Elitismo em editorial: imprensa conservadora tenta desqualificar vitória histórica dos trabalhadores com isenção do IR até R$ 5 mil

A aprovação, por unanimidade na Câmara dos Deputados, do projeto que isenta do pagamento de Imposto de Renda pessoas com renda mensal de até R$ 5 mil representa uma das maiores vitórias políticas do governo Luiz Inácio Lula da Silva em seu terceiro mandato. Com 493 votos a favor e nenhum contrário, a proposta não apenas concretiza uma promessa de campanha feita em 2022, mas também corrige uma injustiça tributária que há anos penaliza a classe trabalhadora brasileira.

Mas enquanto milhões de brasileiros comemoram um alívio direto no orçamento doméstico, setores da grande imprensa conservadora tentam colocar água no chope. Em editorial publicado nesta sexta-feira (3), o jornal O Estado de S. Paulo reagiu à medida com uma combinação de elitismo e preconceito social, classificando a proposta como “populista” e um “puxadinho eleitoral” — adjetivos que revelam o incômodo histórico das elites brasileiras com políticas que beneficiam a maioria.

Viés histórico: quando o que é bom para os pobres é “populismo”

O tom adotado pelo Estadão não é um caso isolado. Faz parte de um padrão recorrente no qual medidas que favorecem diretamente os mais pobres recebem um enquadramento negativo, enquanto decisões que atendem aos setores mais ricos são tratadas como “responsabilidade fiscal” ou “maturidade política”.

Ao chamar de “demagogia” a atualização da tabela do Imposto de Renda — congelada desde 2014 — o jornal ignora que essa era uma demanda histórica da classe média e dos trabalhadores assalariados, que nos últimos anos foram empurrados para dentro da faixa de tributação enquanto lucros e dividendos permaneceram praticamente intocados.

Com a aprovação do projeto, cerca de 26,6 milhões de contribuintes deixarão de pagar imposto ou terão descontos significativos. E, pela primeira vez, rendimentos acima de R$ 600 mil anuais serão tributados com uma alíquota mínima de 10%, afetando apenas 0,13% dos declarantes — justamente o topo da pirâmide de renda.

E não importa se essa demanda era uma promessa de campanha de Lula. Se houver ganho eleitoral por conta disso, é consequência.

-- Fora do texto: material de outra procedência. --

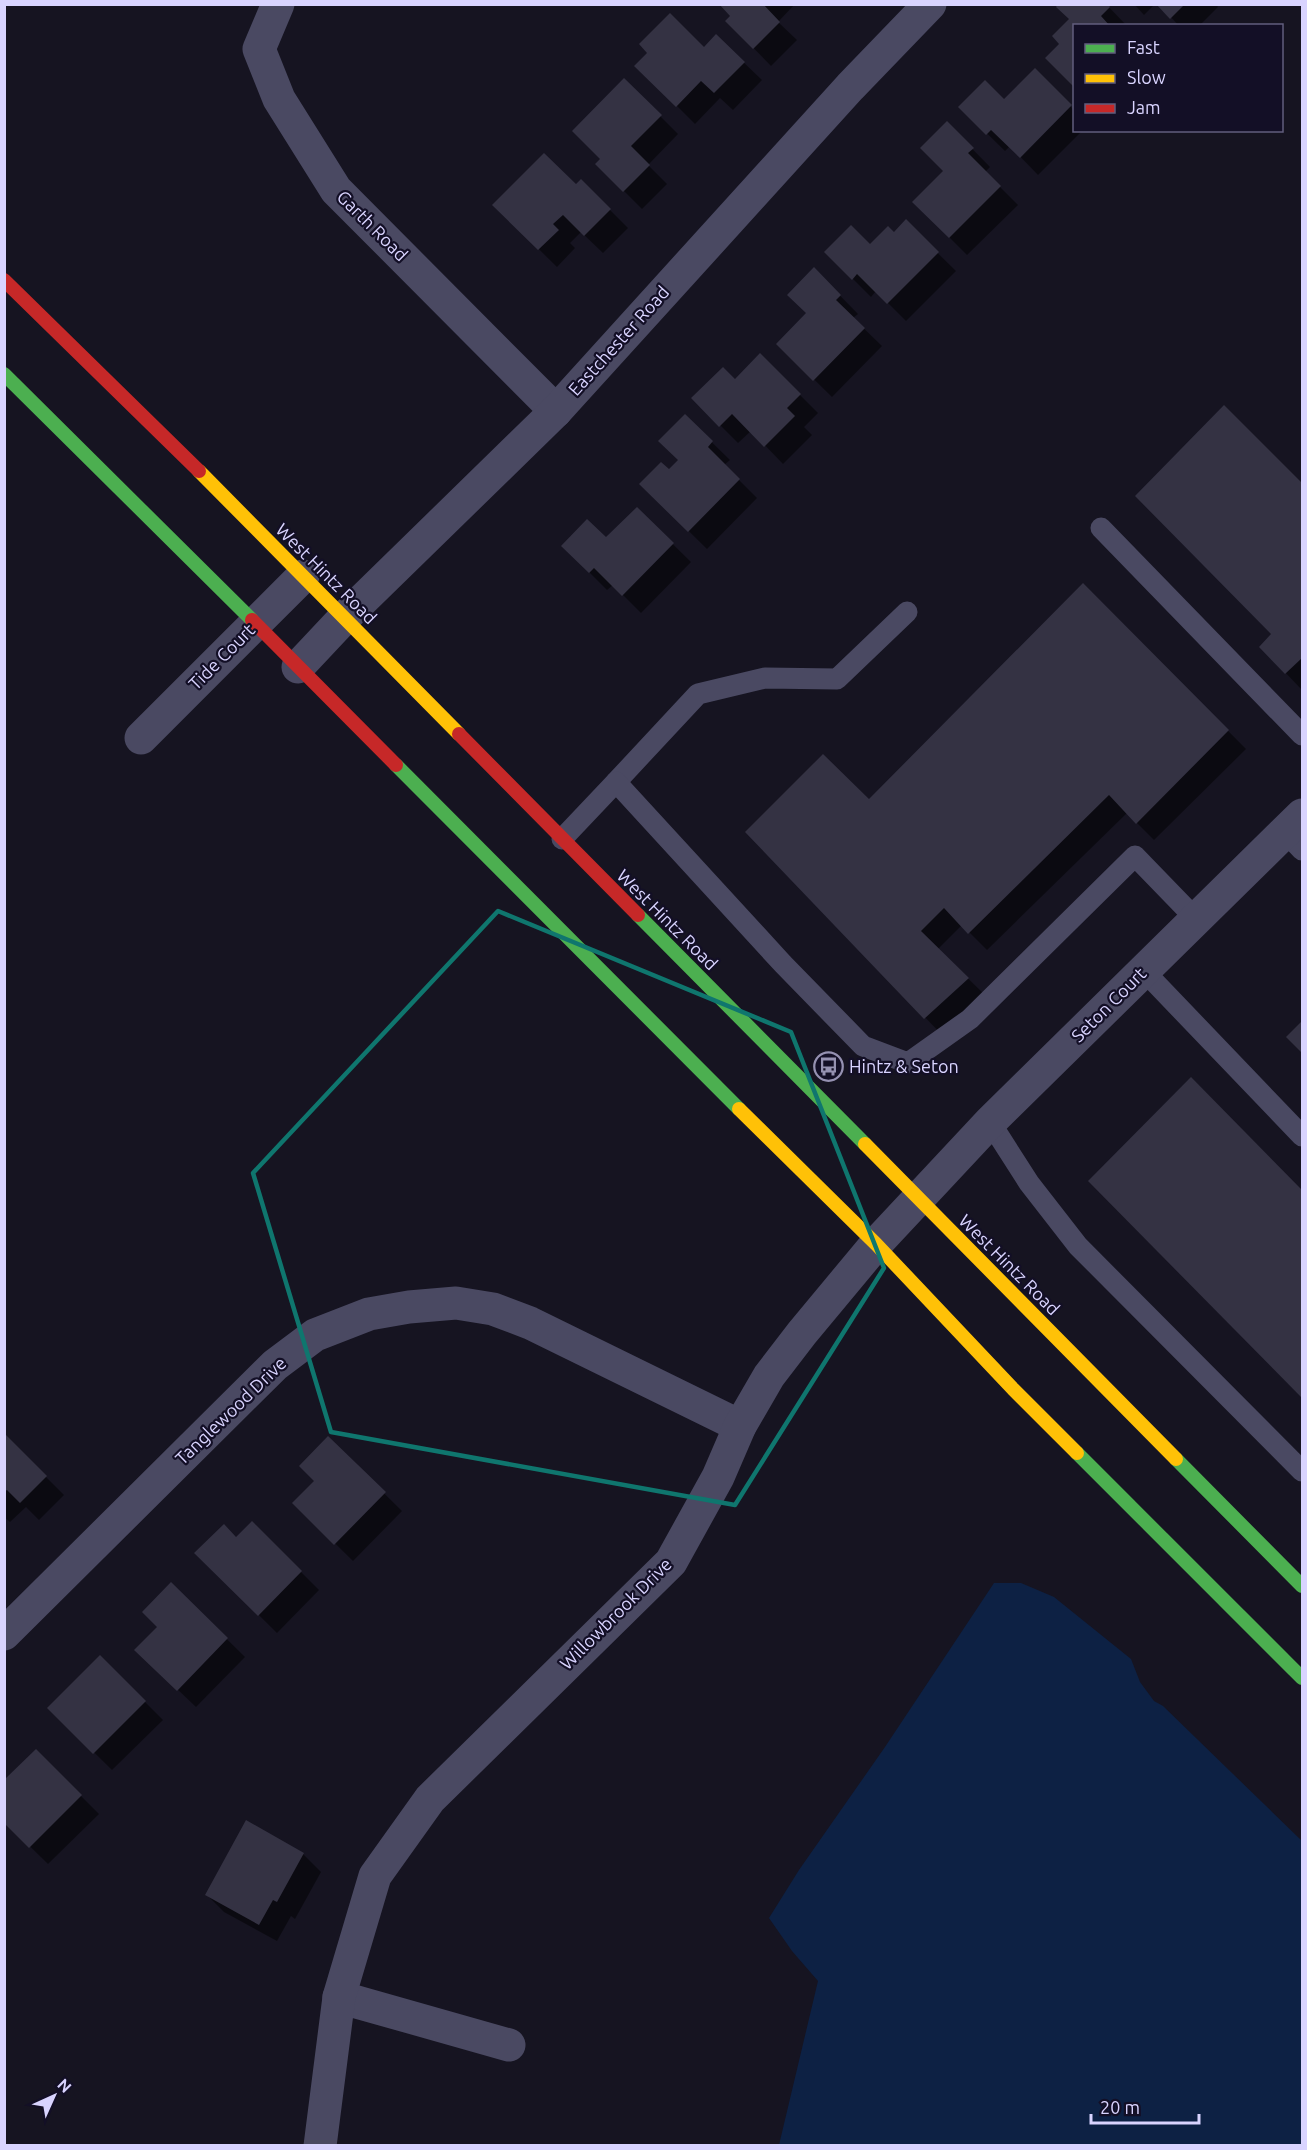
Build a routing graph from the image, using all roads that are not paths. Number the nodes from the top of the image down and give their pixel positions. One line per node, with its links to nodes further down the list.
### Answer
1 (278, 4): 5 (street, Garth Road)
2 (930, 4): 5 (street, Eastchester Road)
3 (4, 280): 7 (main road, West Hintz Road)
4 (4, 374): 10 (main road)
5 (556, 411): 9 (street, Eastchester Road)
6 (1101, 528): 12 (lane)
7 (303, 576): 9 (main road, West Hintz Road); 10 (street, Tide Court)
8 (907, 612): 14 (lane)
9 (344, 618): 11 (street, Eastchester Road); 16 (main road, West Hintz Road)
10 (255, 624): 11 (main road); 13 (street, Tide Court)
11 (298, 667): 22 (main road)
12 (1302, 735)
13 (141, 738)
14 (616, 782): 16 (lane); 17 (lane)
15 (1297, 832): 17 (street, Seton Court)
16 (562, 839): 21 (main road, West Hintz Road)
17 (1197, 919): 18 (street, Seton Court)
18 (1144, 971): 19 (street, Seton Court); 20 (lane)
19 (990, 1122): 21 (street, Seton Court); 24 (lane)
20 (1302, 1136)
21 (919, 1199): 22 (street, Willowbrook Drive); 25 (main road, West Hintz Road)
22 (876, 1244): 23 (street, Willowbrook Drive); 27 (main road)
23 (740, 1426): 26 (street, Tanglewood Drive); 28 (street, Willowbrook Drive)
24 (1302, 1471)
25 (1302, 1586)
26 (4, 1634)
27 (1302, 1678)
28 (339, 1996): 29 (street); 30 (street, Willowbrook Drive)
29 (509, 2045)
30 (320, 2145)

Mas, o mais importante, é o ganho do trabalhador brasileiro, independentemente do governo que implantou a medida.

Justiça fiscal incomoda quem sempre ganhou mais

A resistência editorial ao avanço da justiça tributária expõe uma contradição profunda: a defesa retórica de um sistema mais justo vem sempre acompanhada da crítica feroz a qualquer passo concreto nessa direção. O Estadão diz defender a taxação de lucros e dividendos — pauta que de fato está no centro do debate fiscal —, mas ao mesmo tempo desqualifica medidas que aliviam o bolso de milhões de brasileiros e diminuem a desigualdade. Talvez isso seja reflexo de preconceito contra o atual presidente. Se fosse iniciativa de alguém mais à direita, não teríamos tanta ojeriza do jornal em relação à medida. Um caso a pensar.

O medo da elite: Lula com uma bandeira poderosa

A tentativa de desmerecer a aprovação também revela outra preocupação evidente: a de que Lula tenha conquistado uma bandeira política poderosa e duradoura. Ao colocar mais dinheiro no bolso da classe trabalhadora e estabelecer uma tributação mínima sobre os super-ricos, o governo lança as bases para um debate que vai muito além do curto prazo eleitoral — trata-se de discutir que país o Brasil quer ser.

O gesto elitista de parte da imprensa ao tachar essa vitória de “puxadinho” é, na verdade, um reflexo do desconforto com qualquer política que reduza a distância entre os que têm muito e os que têm pouco. Em um país que figura entre os mais desiguais do planeta, não surpreende que uma simples atualização da tabela do IR seja tratada como uma ameaça pelos setores historicamente privilegiados.

Um marco contra a desigualdade

A aprovação da isenção para quem ganha até R$ 5 mil e a criação de uma alíquota mínima sobre rendas muito altas não resolvem sozinhas o problema da desigualdade brasileira, mas representam um passo concreto e histórico nessa direção.

Por isso mesmo, o desconforto dos editoriais conservadores não deve ser subestimado: ele sinaliza que, pela primeira vez em muito tempo, o debate sobre justiça fiscal saiu das páginas econômicas e entrou no cotidiano da maioria. E isso — por mais que incomode — é um sinal de avanço democrático.